• **The records**:
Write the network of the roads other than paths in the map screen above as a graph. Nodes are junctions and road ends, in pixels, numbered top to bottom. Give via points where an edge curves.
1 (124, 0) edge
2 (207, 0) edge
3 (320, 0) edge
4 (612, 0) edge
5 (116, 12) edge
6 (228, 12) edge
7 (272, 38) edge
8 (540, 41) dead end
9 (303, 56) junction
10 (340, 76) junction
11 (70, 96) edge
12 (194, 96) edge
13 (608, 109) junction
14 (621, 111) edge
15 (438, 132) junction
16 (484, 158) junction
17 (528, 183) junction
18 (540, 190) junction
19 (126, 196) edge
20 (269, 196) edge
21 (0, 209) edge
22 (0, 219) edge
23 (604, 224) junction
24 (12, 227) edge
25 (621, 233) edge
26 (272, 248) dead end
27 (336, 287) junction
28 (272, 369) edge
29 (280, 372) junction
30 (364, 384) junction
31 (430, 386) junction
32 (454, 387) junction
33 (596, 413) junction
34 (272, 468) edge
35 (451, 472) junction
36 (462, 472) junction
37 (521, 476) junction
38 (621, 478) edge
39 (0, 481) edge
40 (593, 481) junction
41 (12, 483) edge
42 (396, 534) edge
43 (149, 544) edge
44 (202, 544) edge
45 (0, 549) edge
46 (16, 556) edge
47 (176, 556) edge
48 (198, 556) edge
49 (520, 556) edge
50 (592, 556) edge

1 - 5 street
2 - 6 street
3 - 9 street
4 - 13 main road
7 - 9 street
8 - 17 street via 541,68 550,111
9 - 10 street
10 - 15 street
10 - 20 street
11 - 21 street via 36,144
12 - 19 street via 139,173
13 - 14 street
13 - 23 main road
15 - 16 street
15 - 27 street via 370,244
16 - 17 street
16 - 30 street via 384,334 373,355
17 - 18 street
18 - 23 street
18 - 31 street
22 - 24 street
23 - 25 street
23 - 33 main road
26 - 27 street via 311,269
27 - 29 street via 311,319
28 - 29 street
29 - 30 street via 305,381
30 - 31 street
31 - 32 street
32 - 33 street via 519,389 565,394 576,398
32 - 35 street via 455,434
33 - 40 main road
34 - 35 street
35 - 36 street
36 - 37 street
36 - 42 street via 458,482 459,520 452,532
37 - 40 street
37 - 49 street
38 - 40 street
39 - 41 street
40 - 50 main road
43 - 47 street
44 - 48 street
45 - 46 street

• **Work request**: Count how many lines in the data above hold the string "main", and give the number with no other words.

• **Answer section**: 5